Glad to see the public lands can produce. Great job.


----------



## Chippewa (Oct 25, 2004)

congrats on the awesome buck... great to hear that he got it on public land.


----------



## mirrocraft mike (Mar 17, 2006)

Man... Thats a nice one...CONGRATS!!!!


----------



## mrphish42 (Jan 24, 2008)

PC21.....grat's to "POP'S on this fantastik buck......brings back memories of alot of years. Totally love it, when "public lands" produce the quality deer that some people doubt even live there.... THANKS to you for posting this...PS "Lewis", thanks for the re-work, this pic. deserved that.......Jon SR.


----------



## Procraftboats21 (Apr 6, 2004)

public lands get over looked. Don't get me wrong they are the last place i would want to be in gun season but in archery a lot of places hardly get touched.
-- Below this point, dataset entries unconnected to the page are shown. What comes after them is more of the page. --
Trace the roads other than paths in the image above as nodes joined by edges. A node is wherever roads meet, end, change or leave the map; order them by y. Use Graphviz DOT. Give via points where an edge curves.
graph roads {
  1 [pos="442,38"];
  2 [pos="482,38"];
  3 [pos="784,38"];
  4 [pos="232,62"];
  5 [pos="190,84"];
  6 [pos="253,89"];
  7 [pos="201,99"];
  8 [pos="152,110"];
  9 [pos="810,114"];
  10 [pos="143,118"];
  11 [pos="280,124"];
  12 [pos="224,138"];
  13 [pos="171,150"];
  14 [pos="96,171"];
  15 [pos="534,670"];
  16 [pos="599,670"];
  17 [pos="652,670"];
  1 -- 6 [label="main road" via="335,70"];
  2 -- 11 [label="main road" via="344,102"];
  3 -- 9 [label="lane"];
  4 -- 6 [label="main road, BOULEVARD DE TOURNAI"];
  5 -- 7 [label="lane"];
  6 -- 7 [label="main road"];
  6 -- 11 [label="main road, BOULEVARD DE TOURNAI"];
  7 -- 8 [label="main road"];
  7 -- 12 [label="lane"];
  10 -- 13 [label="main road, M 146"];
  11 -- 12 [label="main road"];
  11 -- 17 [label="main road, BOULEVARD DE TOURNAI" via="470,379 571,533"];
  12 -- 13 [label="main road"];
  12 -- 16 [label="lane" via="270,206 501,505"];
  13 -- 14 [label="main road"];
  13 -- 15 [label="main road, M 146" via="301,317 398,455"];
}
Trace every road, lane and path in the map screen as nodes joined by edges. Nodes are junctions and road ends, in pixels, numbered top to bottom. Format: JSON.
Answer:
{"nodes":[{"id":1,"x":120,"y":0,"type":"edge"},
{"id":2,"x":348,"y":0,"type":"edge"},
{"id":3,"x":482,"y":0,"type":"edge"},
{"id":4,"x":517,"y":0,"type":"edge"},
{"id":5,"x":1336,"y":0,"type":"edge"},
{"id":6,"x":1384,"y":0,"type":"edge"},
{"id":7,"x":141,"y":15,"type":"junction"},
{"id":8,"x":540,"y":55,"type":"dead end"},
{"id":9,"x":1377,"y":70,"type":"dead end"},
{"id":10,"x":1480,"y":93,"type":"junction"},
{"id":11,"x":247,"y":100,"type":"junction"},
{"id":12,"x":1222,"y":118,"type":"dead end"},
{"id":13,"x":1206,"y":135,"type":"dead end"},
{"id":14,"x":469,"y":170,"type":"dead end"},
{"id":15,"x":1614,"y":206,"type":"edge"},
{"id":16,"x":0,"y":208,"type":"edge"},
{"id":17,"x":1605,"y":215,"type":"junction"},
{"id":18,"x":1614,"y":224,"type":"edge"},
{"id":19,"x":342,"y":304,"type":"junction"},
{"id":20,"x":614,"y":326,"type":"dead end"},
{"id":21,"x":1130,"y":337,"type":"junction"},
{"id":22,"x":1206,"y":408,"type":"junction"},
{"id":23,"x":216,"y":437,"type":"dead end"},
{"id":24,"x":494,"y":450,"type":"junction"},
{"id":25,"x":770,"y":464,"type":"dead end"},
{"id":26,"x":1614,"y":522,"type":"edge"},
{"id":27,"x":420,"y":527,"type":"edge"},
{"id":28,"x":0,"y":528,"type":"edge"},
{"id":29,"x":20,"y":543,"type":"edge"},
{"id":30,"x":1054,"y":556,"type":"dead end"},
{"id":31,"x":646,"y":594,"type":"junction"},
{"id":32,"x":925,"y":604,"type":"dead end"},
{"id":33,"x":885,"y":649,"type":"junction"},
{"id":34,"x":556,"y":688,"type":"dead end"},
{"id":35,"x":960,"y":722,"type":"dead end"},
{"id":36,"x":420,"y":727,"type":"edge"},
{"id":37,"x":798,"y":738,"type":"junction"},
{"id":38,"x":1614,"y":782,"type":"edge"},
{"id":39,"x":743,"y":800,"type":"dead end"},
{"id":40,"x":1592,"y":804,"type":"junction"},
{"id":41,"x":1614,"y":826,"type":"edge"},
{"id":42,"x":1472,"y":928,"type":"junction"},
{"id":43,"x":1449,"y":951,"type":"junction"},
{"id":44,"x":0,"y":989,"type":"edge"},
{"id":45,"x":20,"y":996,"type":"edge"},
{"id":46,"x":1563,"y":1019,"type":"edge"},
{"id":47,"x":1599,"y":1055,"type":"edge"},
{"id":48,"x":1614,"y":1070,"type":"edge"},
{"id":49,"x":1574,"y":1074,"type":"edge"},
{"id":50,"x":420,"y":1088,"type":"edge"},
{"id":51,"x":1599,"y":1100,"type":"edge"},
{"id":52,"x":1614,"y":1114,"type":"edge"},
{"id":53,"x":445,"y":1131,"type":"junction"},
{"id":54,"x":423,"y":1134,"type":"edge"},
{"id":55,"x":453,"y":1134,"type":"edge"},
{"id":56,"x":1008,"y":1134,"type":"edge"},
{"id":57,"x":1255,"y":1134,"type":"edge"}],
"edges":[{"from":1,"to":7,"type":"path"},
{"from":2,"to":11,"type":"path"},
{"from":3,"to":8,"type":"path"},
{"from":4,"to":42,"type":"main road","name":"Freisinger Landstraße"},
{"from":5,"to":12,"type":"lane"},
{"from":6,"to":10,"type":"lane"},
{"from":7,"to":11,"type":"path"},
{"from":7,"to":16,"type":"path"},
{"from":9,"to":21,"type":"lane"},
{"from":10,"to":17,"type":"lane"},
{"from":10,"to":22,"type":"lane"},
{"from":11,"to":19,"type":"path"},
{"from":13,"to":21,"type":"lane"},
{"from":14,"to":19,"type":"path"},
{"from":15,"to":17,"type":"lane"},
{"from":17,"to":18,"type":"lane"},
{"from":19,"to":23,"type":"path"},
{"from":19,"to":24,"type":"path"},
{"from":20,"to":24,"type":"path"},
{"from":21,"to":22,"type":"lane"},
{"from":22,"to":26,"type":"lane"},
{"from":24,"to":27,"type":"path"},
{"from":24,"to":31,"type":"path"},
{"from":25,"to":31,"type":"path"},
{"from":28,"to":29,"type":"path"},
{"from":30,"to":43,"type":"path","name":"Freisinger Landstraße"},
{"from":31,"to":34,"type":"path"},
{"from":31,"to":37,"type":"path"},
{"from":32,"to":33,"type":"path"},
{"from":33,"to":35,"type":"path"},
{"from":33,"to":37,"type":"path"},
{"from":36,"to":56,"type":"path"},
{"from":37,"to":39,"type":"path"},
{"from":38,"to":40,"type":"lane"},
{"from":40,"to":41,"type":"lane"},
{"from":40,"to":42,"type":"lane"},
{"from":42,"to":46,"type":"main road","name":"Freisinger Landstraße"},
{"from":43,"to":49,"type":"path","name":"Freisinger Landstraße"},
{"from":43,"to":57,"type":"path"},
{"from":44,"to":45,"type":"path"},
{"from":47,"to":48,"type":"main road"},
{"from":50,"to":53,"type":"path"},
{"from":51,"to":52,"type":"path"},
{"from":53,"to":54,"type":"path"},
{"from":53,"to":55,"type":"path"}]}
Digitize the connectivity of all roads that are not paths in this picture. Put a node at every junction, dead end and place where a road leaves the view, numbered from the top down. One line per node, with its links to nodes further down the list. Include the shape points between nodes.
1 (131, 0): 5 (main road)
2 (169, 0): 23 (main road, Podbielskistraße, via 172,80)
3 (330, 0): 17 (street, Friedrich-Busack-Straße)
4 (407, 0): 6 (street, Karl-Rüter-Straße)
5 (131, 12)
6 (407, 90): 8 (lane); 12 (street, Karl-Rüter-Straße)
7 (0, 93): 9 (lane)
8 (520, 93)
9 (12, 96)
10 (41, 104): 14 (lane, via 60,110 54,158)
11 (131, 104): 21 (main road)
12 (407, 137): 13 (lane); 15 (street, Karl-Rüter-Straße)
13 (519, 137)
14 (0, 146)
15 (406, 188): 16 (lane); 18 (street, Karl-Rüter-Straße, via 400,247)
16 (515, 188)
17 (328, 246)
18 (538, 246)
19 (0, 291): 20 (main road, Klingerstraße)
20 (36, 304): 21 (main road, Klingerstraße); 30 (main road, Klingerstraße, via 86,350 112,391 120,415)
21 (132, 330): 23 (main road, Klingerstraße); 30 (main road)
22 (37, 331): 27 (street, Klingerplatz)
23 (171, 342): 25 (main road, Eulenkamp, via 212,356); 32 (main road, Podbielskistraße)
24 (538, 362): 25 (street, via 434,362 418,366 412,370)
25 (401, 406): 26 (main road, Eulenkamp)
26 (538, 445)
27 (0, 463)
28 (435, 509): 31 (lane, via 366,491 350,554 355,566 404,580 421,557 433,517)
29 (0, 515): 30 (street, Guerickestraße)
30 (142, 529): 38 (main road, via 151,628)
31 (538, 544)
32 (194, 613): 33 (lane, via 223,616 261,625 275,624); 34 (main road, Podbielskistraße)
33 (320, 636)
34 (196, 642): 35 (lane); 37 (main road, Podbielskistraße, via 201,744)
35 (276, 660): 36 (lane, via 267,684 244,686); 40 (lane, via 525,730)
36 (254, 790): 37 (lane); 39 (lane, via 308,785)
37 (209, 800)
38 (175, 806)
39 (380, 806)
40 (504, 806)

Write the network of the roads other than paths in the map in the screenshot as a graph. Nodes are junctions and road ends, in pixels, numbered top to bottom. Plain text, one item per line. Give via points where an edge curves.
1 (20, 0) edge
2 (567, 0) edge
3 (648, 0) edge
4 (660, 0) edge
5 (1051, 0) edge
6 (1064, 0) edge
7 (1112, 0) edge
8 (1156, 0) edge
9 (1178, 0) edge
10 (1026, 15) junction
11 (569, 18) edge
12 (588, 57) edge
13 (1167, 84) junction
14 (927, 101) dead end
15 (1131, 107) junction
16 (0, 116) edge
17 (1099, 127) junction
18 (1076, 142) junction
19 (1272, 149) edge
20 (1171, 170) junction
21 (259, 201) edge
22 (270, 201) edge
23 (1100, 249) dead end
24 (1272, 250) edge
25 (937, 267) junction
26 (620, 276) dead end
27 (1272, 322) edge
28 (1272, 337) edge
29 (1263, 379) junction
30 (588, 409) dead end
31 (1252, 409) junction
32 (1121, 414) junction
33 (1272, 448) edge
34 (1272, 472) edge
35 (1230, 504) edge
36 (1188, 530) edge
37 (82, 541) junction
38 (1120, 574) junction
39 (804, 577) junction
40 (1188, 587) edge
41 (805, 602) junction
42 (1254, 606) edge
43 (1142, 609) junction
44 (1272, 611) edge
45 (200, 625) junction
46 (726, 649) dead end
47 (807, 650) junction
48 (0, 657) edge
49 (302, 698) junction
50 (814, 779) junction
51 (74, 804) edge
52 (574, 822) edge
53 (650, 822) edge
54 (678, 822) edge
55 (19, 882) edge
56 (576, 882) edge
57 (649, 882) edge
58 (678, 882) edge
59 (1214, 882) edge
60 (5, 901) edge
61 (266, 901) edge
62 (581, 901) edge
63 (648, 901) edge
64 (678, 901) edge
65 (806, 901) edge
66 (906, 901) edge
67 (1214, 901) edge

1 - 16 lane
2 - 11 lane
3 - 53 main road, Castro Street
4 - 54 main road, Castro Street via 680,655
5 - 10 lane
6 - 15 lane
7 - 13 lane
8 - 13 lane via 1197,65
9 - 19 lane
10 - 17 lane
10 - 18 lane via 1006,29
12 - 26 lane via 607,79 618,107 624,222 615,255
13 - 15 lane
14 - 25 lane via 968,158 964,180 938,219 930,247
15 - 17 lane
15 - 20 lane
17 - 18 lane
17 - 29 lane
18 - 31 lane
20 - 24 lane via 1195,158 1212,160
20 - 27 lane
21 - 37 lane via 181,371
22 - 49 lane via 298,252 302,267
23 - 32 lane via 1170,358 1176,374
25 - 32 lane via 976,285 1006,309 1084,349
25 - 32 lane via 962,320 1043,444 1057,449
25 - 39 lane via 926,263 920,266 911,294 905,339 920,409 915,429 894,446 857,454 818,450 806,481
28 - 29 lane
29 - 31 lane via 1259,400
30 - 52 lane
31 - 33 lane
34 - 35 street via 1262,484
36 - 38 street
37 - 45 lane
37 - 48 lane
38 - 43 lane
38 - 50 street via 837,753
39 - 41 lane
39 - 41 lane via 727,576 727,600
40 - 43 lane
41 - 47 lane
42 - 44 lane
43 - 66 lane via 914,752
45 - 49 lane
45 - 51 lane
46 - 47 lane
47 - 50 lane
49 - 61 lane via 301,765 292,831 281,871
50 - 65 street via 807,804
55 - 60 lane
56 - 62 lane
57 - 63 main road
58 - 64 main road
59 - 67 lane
put it this way I hunt 4 very large farms here in columbiana county, I see on the average 8 deer everytime i hunt them but no shooters yet. This was the only deer my dad had seen in 5 trips but I guess thats just how it works out.

thanks for all the kind words, i'll pass them along.


----------



## mrphish42 (Jan 24, 2008)

PC21......one last thing. In my earlier life I was a die-hard "thunder foot" (GROUSE) chaser......and places like Horseman's Camp Ground.....Spruce Vale Lookout......Gretchen's Lock..... hold some fantastik stories that I now can tell my grand kids...Crossed Beaver Creek more than once in my under-shorts on a cold fall morning.....There were monster "bucks" that we (or the dogs) would jump in our search for grouse..... We had our first 50+ bird (flush/re-flush) at Horseman's ..... You live in some of the most picturesque country that Ohio can offer up......Hope that you live a long life and get to spend much of it outdoors doing what you seem to love doing.....PS enjoy "POP'S" to your fullest, while he is here and can do these things also....Have a great season..........Jon Sr.


----------



## CRAPPIE LOVER (Feb 11, 2007)

Procraftboats21...All we can say about your Dad's buck is !!!WOW!!!...very nice Buck tell Dad we all said Congratulations...Enjoy the moment...:! ...:! ...:!


----------



## ezbite (May 25, 2006)

now thats a trophy. i only hunt public land and trust me, there arent many that make it to that size. ive only ever saw 1 buck of that size at mosquito, running away from me of course. thats a monster no matter where you hunt. tell him i said congrads!%


----------



## Snakecharmer (Apr 9, 2008)

Are you sure that isn't a cow with antlers? What a trophy! Congrats.


----------



## vc1111 (Apr 13, 2004)

What a beauty! Congratulations to your Dad. That rack is amazing


----------



## McConahay18 (May 19, 2008)

nice monster buck


----------



## Hoosier Daddy (Aug 19, 2005)

WOW!!!!

Thanks for sharing.


----------